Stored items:
**********

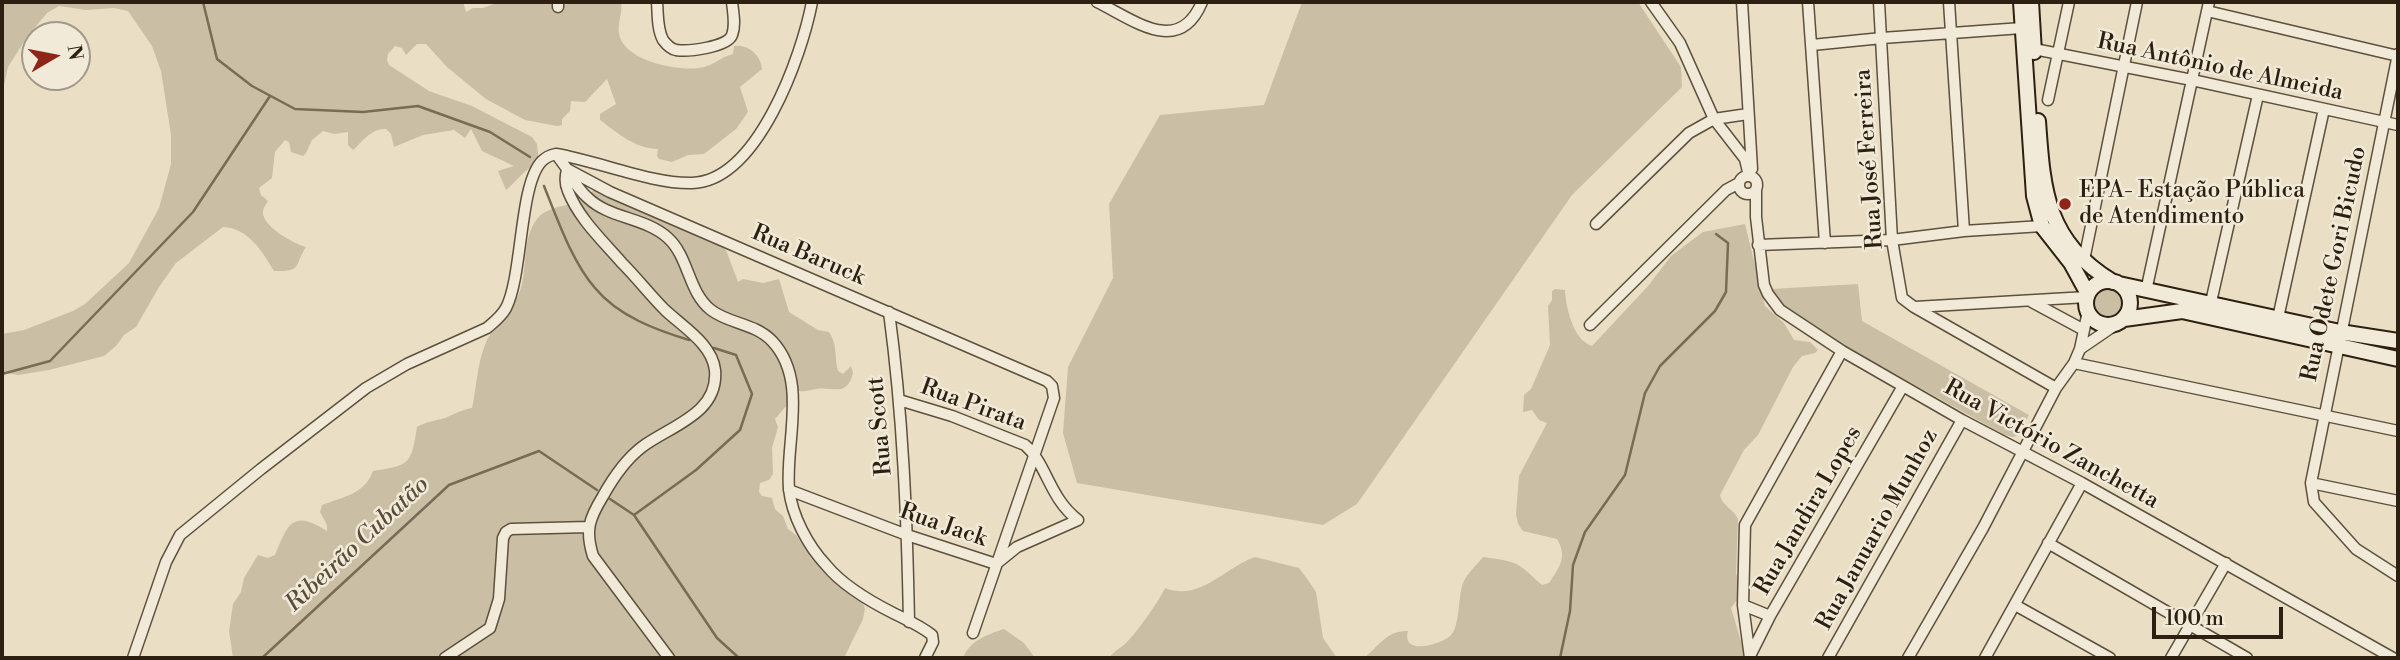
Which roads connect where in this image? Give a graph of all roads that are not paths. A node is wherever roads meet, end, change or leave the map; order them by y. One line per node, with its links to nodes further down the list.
1 (657, 2): 2 (street)
2 (732, 2)
3 (812, 2): 32 (street)
4 (1097, 2): 5 (street)
5 (1202, 2)
6 (1651, 2): 29 (street)
7 (1742, 2): 28 (street)
8 (1808, 2): 19 (street)
9 (1879, 2): 18 (street, Rua José Ferreira)
10 (1949, 2): 17 (street)
11 (2021, 2): 16 (street)
12 (2031, 2): 20 (street)
13 (2069, 2): 21 (street)
14 (2137, 2): 23 (street)
15 (2208, 7): 22 (street); 24 (street)
16 (2022, 28): 17 (street); 37 (street)
17 (1952, 33): 18 (street); 38 (street)
18 (1882, 38): 19 (street); 39 (street, Rua José Ferreira)
19 (1812, 46): 40 (street)
20 (2034, 49): 21 (street, Rua Antônio de Almeida); 42 (street)
21 (2057, 55): 23 (street, Rua Antônio de Almeida); 26 (street)
22 (2398, 55): 30 (street, Rua Odete Gori Bicudo)
23 (2124, 67): 24 (street, Rua Antônio de Almeida); 42 (street)
24 (2192, 80): 25 (street, Rua Antônio de Almeida); 44 (street)
25 (2258, 95): 27 (street, Rua Antônio de Almeida); 47 (street)
26 (2048, 100)
27 (2324, 109): 30 (street, Rua Antônio de Almeida); 50 (street)
28 (1748, 114): 29 (street); 34 (street)
29 (1714, 119): 34 (street); 36 (street)
30 (2385, 122): 31 (street, Rua Antônio de Almeida); 54 (street, Rua Odete Gori Bicudo)
31 (2398, 125)
32 (556, 154): 33 (street, Rua Baruck); 86 (street)
33 (567, 169): 49 (street, Rua Baruck); 70 (street); 73 (street)
34 (1745, 183): 35 (street); 35 (street); 52 (street)
35 (1755, 217): 41 (street, Rua Victório Zanchetta)
36 (1596, 224)
37 (2042, 226): 38 (street); 45 (street)
38 (1964, 231): 39 (street)
39 (1892, 240): 40 (street); 48 (street, Rua José Ferreira)
40 (1825, 243): 41 (street)
41 (1758, 245): 57 (street, Rua Victório Zanchetta)
42 (2084, 260): 43 (street)
43 (2116, 283): 44 (street); 45 (street); 51 (street)
44 (2146, 291): 47 (street)
45 (2088, 301): 46 (street); 51 (street); 53 (street)
46 (2032, 302): 48 (street); 53 (street)
47 (2211, 303): 50 (street)
48 (1914, 307): 61 (street)
49 (889, 312): 62 (street, Rua Scott); 67 (street, Rua Baruck)
50 (2278, 318): 54 (street)
51 (2121, 321): 54 (street); 56 (street)
52 (1590, 325)
53 (2084, 330): 56 (street)
54 (2339, 339): 55 (street); 58 (street); 63 (street, Rua Odete Gori Bicudo)
55 (2398, 341)
56 (2080, 349): 59 (street)
57 (1842, 351): 60 (street, Rua Victório Zanchetta); 79 (street)
58 (2398, 359)
59 (2074, 363): 61 (street); 63 (street)
60 (1903, 386): 64 (street, Rua Victório Zanchetta); 81 (street, Rua Jandira Lopes)
61 (2056, 388): 66 (street)
62 (899, 400): 67 (street, Rua Pirata); 74 (street, Rua Scott)
63 (2323, 416): 65 (street); 69 (street, Rua Odete Gori Bicudo)
64 (1962, 420): 66 (street, Rua Victório Zanchetta); 90 (street, Rua Januario Munhoz)
65 (2398, 431)
66 (2022, 452): 68 (street, Rua Victório Zanchetta); 91 (street)
67 (1034, 456): 72 (street, Rua Pirata); 77 (street)
68 (2082, 483): 75 (street); 76 (street, Rua Victório Zanchetta)
69 (2311, 483): 71 (street); 78 (street)
70 (789, 490): 74 (street, Rua Jack); 82 (street)
71 (2398, 501)
72 (1078, 520): 77 (street, Rua Jack)
73 (588, 527): 87 (street); 88 (street)
74 (907, 535): 77 (street, Rua Jack); 82 (street, Rua Scott)
75 (2048, 543): 80 (street); 83 (street)
76 (2226, 563): 83 (street); 96 (street, Rua Victório Zanchetta)
77 (996, 564): 84 (street)
78 (2398, 573)
79 (1743, 605): 81 (street); 85 (street)
80 (2015, 605): 92 (street); 93 (street)
81 (1770, 616): 85 (street, Rua Jandira Lopes)
82 (909, 622): 89 (street)
83 (2190, 625): 94 (street); 95 (street)
84 (973, 633)
85 (1750, 657)
86 (133, 658)
87 (445, 658)
88 (669, 658)
89 (925, 658)
90 (1828, 658)
91 (1908, 658)
92 (1985, 658)
93 (2110, 658)
94 (2171, 658)
95 (2247, 658)
96 (2393, 658)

**********

[EXERCISE] With the images left out, output all the entries above exactly.

[REPLY TO THE EXERCISE]
Which roads connect where in this image? Give a graph of all roads that are not paths. A node is wherever roads meet, end, change or leave the map; order them by y. One line per node, with its links to nodes further down the list.
1 (657, 2): 2 (street)
2 (732, 2)
3 (812, 2): 32 (street)
4 (1097, 2): 5 (street)
5 (1202, 2)
6 (1651, 2): 29 (street)
7 (1742, 2): 28 (street)
8 (1808, 2): 19 (street)
9 (1879, 2): 18 (street, Rua José Ferreira)
10 (1949, 2): 17 (street)
11 (2021, 2): 16 (street)
12 (2031, 2): 20 (street)
13 (2069, 2): 21 (street)
14 (2137, 2): 23 (street)
15 (2208, 7): 22 (street); 24 (street)
16 (2022, 28): 17 (street); 37 (street)
17 (1952, 33): 18 (street); 38 (street)
18 (1882, 38): 19 (street); 39 (street, Rua José Ferreira)
19 (1812, 46): 40 (street)
20 (2034, 49): 21 (street, Rua Antônio de Almeida); 42 (street)
21 (2057, 55): 23 (street, Rua Antônio de Almeida); 26 (street)
22 (2398, 55): 30 (street, Rua Odete Gori Bicudo)
23 (2124, 67): 24 (street, Rua Antônio de Almeida); 42 (street)
24 (2192, 80): 25 (street, Rua Antônio de Almeida); 44 (street)
25 (2258, 95): 27 (street, Rua Antônio de Almeida); 47 (street)
26 (2048, 100)
27 (2324, 109): 30 (street, Rua Antônio de Almeida); 50 (street)
28 (1748, 114): 29 (street); 34 (street)
29 (1714, 119): 34 (street); 36 (street)
30 (2385, 122): 31 (street, Rua Antônio de Almeida); 54 (street, Rua Odete Gori Bicudo)
31 (2398, 125)
32 (556, 154): 33 (street, Rua Baruck); 86 (street)
33 (567, 169): 49 (street, Rua Baruck); 70 (street); 73 (street)
34 (1745, 183): 35 (street); 35 (street); 52 (street)
35 (1755, 217): 41 (street, Rua Victório Zanchetta)
36 (1596, 224)
37 (2042, 226): 38 (street); 45 (street)
38 (1964, 231): 39 (street)
39 (1892, 240): 40 (street); 48 (street, Rua José Ferreira)
40 (1825, 243): 41 (street)
41 (1758, 245): 57 (street, Rua Victório Zanchetta)
42 (2084, 260): 43 (street)
43 (2116, 283): 44 (street); 45 (street); 51 (street)
44 (2146, 291): 47 (street)
45 (2088, 301): 46 (street); 51 (street); 53 (street)
46 (2032, 302): 48 (street); 53 (street)
47 (2211, 303): 50 (street)
48 (1914, 307): 61 (street)
49 (889, 312): 62 (street, Rua Scott); 67 (street, Rua Baruck)
50 (2278, 318): 54 (street)
51 (2121, 321): 54 (street); 56 (street)
52 (1590, 325)
53 (2084, 330): 56 (street)
54 (2339, 339): 55 (street); 58 (street); 63 (street, Rua Odete Gori Bicudo)
55 (2398, 341)
56 (2080, 349): 59 (street)
57 (1842, 351): 60 (street, Rua Victório Zanchetta); 79 (street)
58 (2398, 359)
59 (2074, 363): 61 (street); 63 (street)
60 (1903, 386): 64 (street, Rua Victório Zanchetta); 81 (street, Rua Jandira Lopes)
61 (2056, 388): 66 (street)
62 (899, 400): 67 (street, Rua Pirata); 74 (street, Rua Scott)
63 (2323, 416): 65 (street); 69 (street, Rua Odete Gori Bicudo)
64 (1962, 420): 66 (street, Rua Victório Zanchetta); 90 (street, Rua Januario Munhoz)
65 (2398, 431)
66 (2022, 452): 68 (street, Rua Victório Zanchetta); 91 (street)
67 (1034, 456): 72 (street, Rua Pirata); 77 (street)
68 (2082, 483): 75 (street); 76 (street, Rua Victório Zanchetta)
69 (2311, 483): 71 (street); 78 (street)
70 (789, 490): 74 (street, Rua Jack); 82 (street)
71 (2398, 501)
72 (1078, 520): 77 (street, Rua Jack)
73 (588, 527): 87 (street); 88 (street)
74 (907, 535): 77 (street, Rua Jack); 82 (street, Rua Scott)
75 (2048, 543): 80 (street); 83 (street)
76 (2226, 563): 83 (street); 96 (street, Rua Victório Zanchetta)
77 (996, 564): 84 (street)
78 (2398, 573)
79 (1743, 605): 81 (street); 85 (street)
80 (2015, 605): 92 (street); 93 (street)
81 (1770, 616): 85 (street, Rua Jandira Lopes)
82 (909, 622): 89 (street)
83 (2190, 625): 94 (street); 95 (street)
84 (973, 633)
85 (1750, 657)
86 (133, 658)
87 (445, 658)
88 (669, 658)
89 (925, 658)
90 (1828, 658)
91 (1908, 658)
92 (1985, 658)
93 (2110, 658)
94 (2171, 658)
95 (2247, 658)
96 (2393, 658)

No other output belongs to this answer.